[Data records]
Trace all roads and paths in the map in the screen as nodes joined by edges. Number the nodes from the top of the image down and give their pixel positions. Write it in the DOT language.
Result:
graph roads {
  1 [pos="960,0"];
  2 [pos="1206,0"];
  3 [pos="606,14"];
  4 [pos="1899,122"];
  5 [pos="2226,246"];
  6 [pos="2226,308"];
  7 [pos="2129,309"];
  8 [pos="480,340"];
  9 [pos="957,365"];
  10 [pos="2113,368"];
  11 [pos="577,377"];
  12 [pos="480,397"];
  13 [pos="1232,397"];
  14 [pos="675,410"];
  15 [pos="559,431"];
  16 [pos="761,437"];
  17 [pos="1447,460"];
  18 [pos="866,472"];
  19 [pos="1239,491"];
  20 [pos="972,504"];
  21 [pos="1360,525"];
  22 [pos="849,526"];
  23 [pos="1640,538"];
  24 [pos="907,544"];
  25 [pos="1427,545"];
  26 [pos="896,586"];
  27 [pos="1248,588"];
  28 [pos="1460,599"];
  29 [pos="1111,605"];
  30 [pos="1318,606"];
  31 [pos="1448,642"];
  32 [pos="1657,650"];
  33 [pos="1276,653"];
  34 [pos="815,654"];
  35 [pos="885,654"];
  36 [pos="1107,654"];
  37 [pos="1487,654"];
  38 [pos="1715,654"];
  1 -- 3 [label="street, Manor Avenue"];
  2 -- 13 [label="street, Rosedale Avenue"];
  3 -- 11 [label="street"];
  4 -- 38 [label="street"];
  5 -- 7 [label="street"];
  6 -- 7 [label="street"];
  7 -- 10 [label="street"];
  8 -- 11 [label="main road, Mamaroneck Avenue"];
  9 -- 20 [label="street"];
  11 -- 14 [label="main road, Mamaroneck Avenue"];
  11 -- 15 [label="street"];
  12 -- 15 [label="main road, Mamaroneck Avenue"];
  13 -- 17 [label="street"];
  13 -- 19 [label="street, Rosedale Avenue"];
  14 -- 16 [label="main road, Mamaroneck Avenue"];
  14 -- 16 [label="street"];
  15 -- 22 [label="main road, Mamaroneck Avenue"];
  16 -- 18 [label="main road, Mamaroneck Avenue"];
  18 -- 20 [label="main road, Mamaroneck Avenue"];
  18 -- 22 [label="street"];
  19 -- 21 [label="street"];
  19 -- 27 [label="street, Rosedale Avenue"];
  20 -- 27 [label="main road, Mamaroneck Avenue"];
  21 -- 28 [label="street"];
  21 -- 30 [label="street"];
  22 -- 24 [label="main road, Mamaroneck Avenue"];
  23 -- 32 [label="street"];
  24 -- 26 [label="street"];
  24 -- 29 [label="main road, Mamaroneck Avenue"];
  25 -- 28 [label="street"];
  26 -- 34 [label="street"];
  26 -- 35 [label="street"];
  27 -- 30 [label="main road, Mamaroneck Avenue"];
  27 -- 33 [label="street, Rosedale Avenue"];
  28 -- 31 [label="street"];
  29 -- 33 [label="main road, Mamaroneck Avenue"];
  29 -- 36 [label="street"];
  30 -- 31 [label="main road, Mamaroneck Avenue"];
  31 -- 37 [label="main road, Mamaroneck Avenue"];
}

Exercise description :: Filter the entries above and keep only the lines with the word "roads".

Result of this task ::
Trace all roads and paths in the map in the screen as nodes joined by edges. Number the nodes from the top of the image down and give their pixel positions. Write it in the DOT language.
graph roads {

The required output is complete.